In Hong Kong, support the authorities and pocket €25

An organiser gives 250 HKD to a ‘protester’
Tens of thousands protested in Hong Kong on Tuesday to demand the resignation of Leung Chun-ying, chief of the Executive Council of Hong Kong, which is an institution backed by Beijing. The very same day, thousands took to Hong Kong’s densely packed streets in a counter demonstration supporting the territory’s highest official. They ended the day 250HKD (€25) richer.
Anti-Leung protesters accuse the chief executive of having too snug a relationship with Beijing, and they deplore his decision to build an illegal extension on his Hong Kong home. Not only does the region suffer chronic housing shortages, Mr Leung chastised his opponent, Henry Tang Ying-yen, in last year’s election campaign for digging an illegal cellar beneath his villa.
Organisers say 130,000 protested against Mr Leung on Tuesday, but the police put the figure at 27,000. Waving banners and shouting ‘Leung Chung-ying, step down!’, some demonstrators wore Pinnochio masks, making clear they believe the leader is a liar. 
On the same day, organisers claim a pro-Leung protest attracted 60,000 people, while the police said only 8,000 showed up. A few days before, this message was posted on Facebook:
“January 1st protest….All those who attend will be paid 300 HKD (€30). The protest will take two hours. You’ll be paid on the same day. If you want to participate, contact Ah Long on Whatsapp 54070155”.
Intrigued, citizen journalists from the website House News decided to contact the so-called Ah Long. They used a hidden camera to film the protest and the moment when 250HKD was handed over. Here is their video:
Translations of the text shown in the video:
10am: One hundred people gather in Statue Square (centre of image). A man apparently organising the protesters rubber stamps their hands.
10.30am: The crowd at regional government offices (everyone hides their faces).
12.20pm: The protest ends, and participators wait to be paid behind a building housing the Legislative Council.
1.15pm: The participants queue in front of portable toilets. The man handing out the cash is the same one who rubber stamped the protesters’ hands. Everyone pockets 250HKD (€25).
An account of what happened is available here in Chinese.
Photo showing some protesters who have hidden their faces (Photo House News)
The website Passion Time also posted a video of the event. From afar, it shows the same man paying the protesters for their services.
The New Territories Chamber of Commerce, an institution with close ties to Beijing, appeared to play a role in organising the counter demonstration. On the day, journalists from House News photographed the organisation’s propaganda director with the young man who paid the protesters. They appeared to be counting the number of people taking part. The website for House News claims the Chamber of Commerce made the payments, a claim vehemently denied.

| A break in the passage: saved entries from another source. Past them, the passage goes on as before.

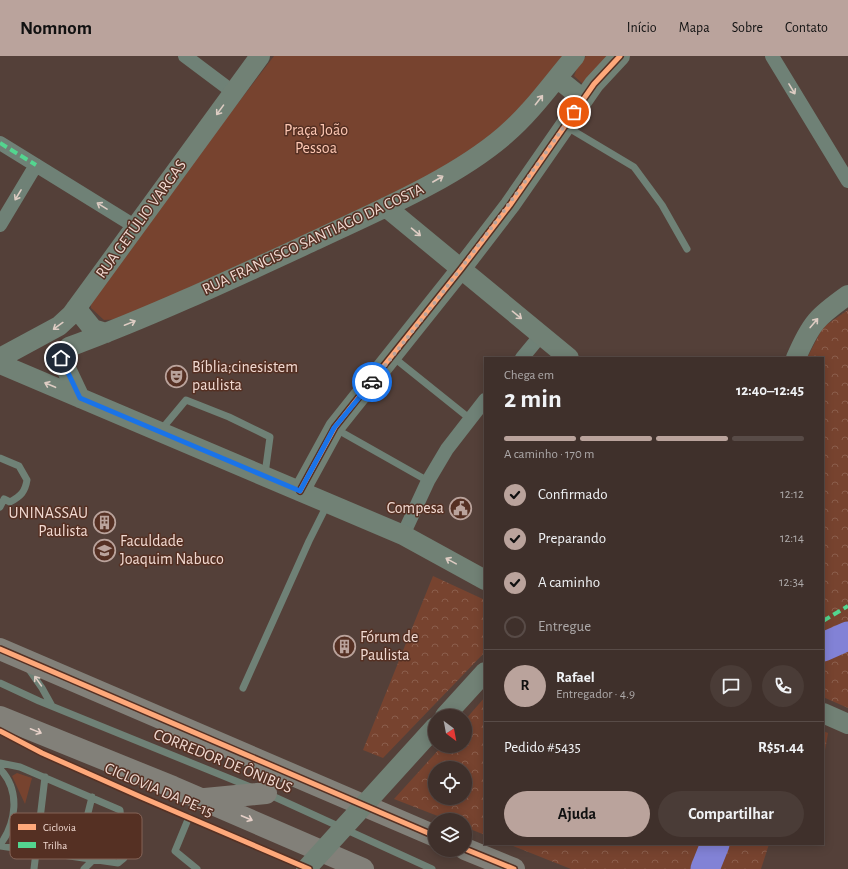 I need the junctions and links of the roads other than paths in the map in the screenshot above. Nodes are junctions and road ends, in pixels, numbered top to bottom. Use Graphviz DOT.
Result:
graph roads {
  1 [pos="185,56"];
  2 [pos="260,56"];
  3 [pos="575,56"];
  4 [pos="620,56"];
  5 [pos="772,56"];
  6 [pos="556,78"];
  7 [pos="233,92"];
  8 [pos="583,99"];
  9 [pos="565,125"];
  10 [pos="0,142"];
  11 [pos="36,165"];
  12 [pos="848,181"];
  13 [pos="386,207"];
  14 [pos="0,225"];
  15 [pos="136,227"];
  16 [pos="687,249"];
  17 [pos="461,269"];
  18 [pos="848,295"];
  19 [pos="76,308"];
  20 [pos="106,333"];
  21 [pos="542,335"];
  22 [pos="392,356"];
  23 [pos="523,357"];
  24 [pos="568,357"];
  25 [pos="796,357"];
  26 [pos="0,359"];
  27 [pos="80,398"];
  28 [pos="484,401"];
  29 [pos="470,418"];
  30 [pos="334,428"];
  31 [pos="160,432"];
  32 [pos="0,458"];
  33 [pos="265,476"];
  34 [pos="428,481"];
  35 [pos="300,491"];
  36 [pos="2,498"];
  37 [pos="328,503"];
  38 [pos="0,507"];
  39 [pos="404,535"];
  40 [pos="484,579"];
  41 [pos="0,649"];
  42 [pos="21,658"];
  43 [pos="484,673"];
  44 [pos="0,684"];
  45 [pos="243,688"];
  46 [pos="52,706"];
  47 [pos="451,709"];
  48 [pos="824,714"];
  49 [pos="1,718"];
  50 [pos="848,724"];
  51 [pos="428,734"];
  52 [pos="0,763"];
  53 [pos="0,769"];
  54 [pos="45,777"];
  55 [pos="266,793"];
  56 [pos="92,797"];
  57 [pos="202,799"];
  58 [pos="14,813"];
  59 [pos="41,813"];
  60 [pos="88,813"];
  61 [pos="120,813"];
  62 [pos="189,817"];
  63 [pos="10,829"];
  64 [pos="428,833"];
  65 [pos="0,846"];
  66 [pos="10,848"];
  67 [pos="472,852"];
  68 [pos="35,859"];
  69 [pos="88,859"];
  70 [pos="123,859"];
  71 [pos="93,860"];
  72 [pos="34,869"];
  73 [pos="84,869"];
  74 [pos="197,869"];
  75 [pos="306,869"];
  76 [pos="363,869"];
  77 [pos="432,869"];
  78 [pos="514,869"];
  1 -- 7 [label="street"];
  2 -- 7 [label="main road, RUA GETÚLIO VARGAS"];
  3 -- 6 [label="main road, RUA FRANCISCO SANTIAGO DA COSTA"];
  4 -- 8 [label="main road"];
  5 -- 12 [label="street, one-way"];
  6 -- 8 [label="main road"];
  13 -- 6 [label="main road, RUA FRANCISCO SANTIAGO DA COSTA, one-way"];
  7 -- 15 [label="main road, RUA GETÚLIO VARGAS, one-way"];
  8 -- 9 [label="main road"];
  9 -- 16 [label="lane"];
  9 -- 17 [label="main road"];
  10 -- 11 [label="street"];
  11 -- 14 [label="street, one-way"];
  15 -- 11 [label="street, one-way"];
  13 -- 17 [label="main road, one-way"];
  20 -- 13 [label="main road, RUA FRANCISCO SANTIAGO DA COSTA, one-way"];
  15 -- 19 [label="main road, RUA GETÚLIO VARGAS"];
  17 -- 21 [label="main road, one-way"];
  17 -- 22 [label="main road"];
  25 -- 18 [label="main road, one-way"];
  19 -- 20 [label="main road"];
  19 -- 26 [label="main road, RUA GETÚLIO VARGAS, one-way"];
  20 -- 27 [label="main road, RUA FRANCISCO SANTIAGO DA COSTA"];
  21 -- 23 [label="street"];
  21 -- 24 [label="main road"];
  22 -- 29 [label="lane"];
  22 -- 30 [label="main road"];
  27 -- 26 [label="main road, one-way"];
  27 -- 31 [label="main road"];
  28 -- 29 [label="street"];
  29 -- 34 [label="street"];
  30 -- 34 [label="lane"];
  30 -- 35 [label="main road"];
  31 -- 33 [label="main road"];
  31 -- 33 [label="lane"];
  32 -- 36 [label="lane"];
  33 -- 35 [label="main road"];
  34 -- 39 [label="street"];
  35 -- 37 [label="main road"];
  36 -- 38 [label="lane"];
  37 -- 39 [label="main road"];
  37 -- 45 [label="lane"];
  40 -- 39 [label="main road, one-way"];
  41 -- 42 [label="highway"];
  46 -- 42 [label="lane, one-way"];
  42 -- 64 [label="highway"];
  43 -- 47 [label="main road"];
  44 -- 46 [label="lane, CORREDOR DE ÔNIBUS"];
  46 -- 55 [label="lane, CORREDOR DE ÔNIBUS"];
  48 -- 50 [label="main road"];
  49 -- 57 [label="highway, one-way"];
  51 -- 75 [label="main road, bridge"];
  52 -- 54 [label="lane"];
  53 -- 58 [label="lane"];
  54 -- 56 [label="lane"];
  54 -- 59 [label="lane"];
  55 -- 57 [label="highway"];
  55 -- 77 [label="lane, CORREDOR DE ÔNIBUS"];
  56 -- 60 [label="lane"];
  56 -- 61 [label="lane"];
  57 -- 76 [label="highway, one-way"];
  62 -- 74 [label="lane"];
  63 -- 65 [label="lane"];
  65 -- 66 [label="lane"];
  67 -- 78 [label="highway"];
  68 -- 72 [label="lane"];
  69 -- 71 [label="lane"];
  70 -- 71 [label="lane"];
  71 -- 73 [label="lane"];
}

Since Hong Kong seceded from the United Kingdom in 1997, the territory has technically been administered by Beijing under the ‘one country, two systems’ principle. It maintains a special status and has managed to hold onto a free press. The island is also at pains to preserve its Cantonese culture, but some residents fear an ever closer relationship with mainland China could damage the freedoms they still enjoy.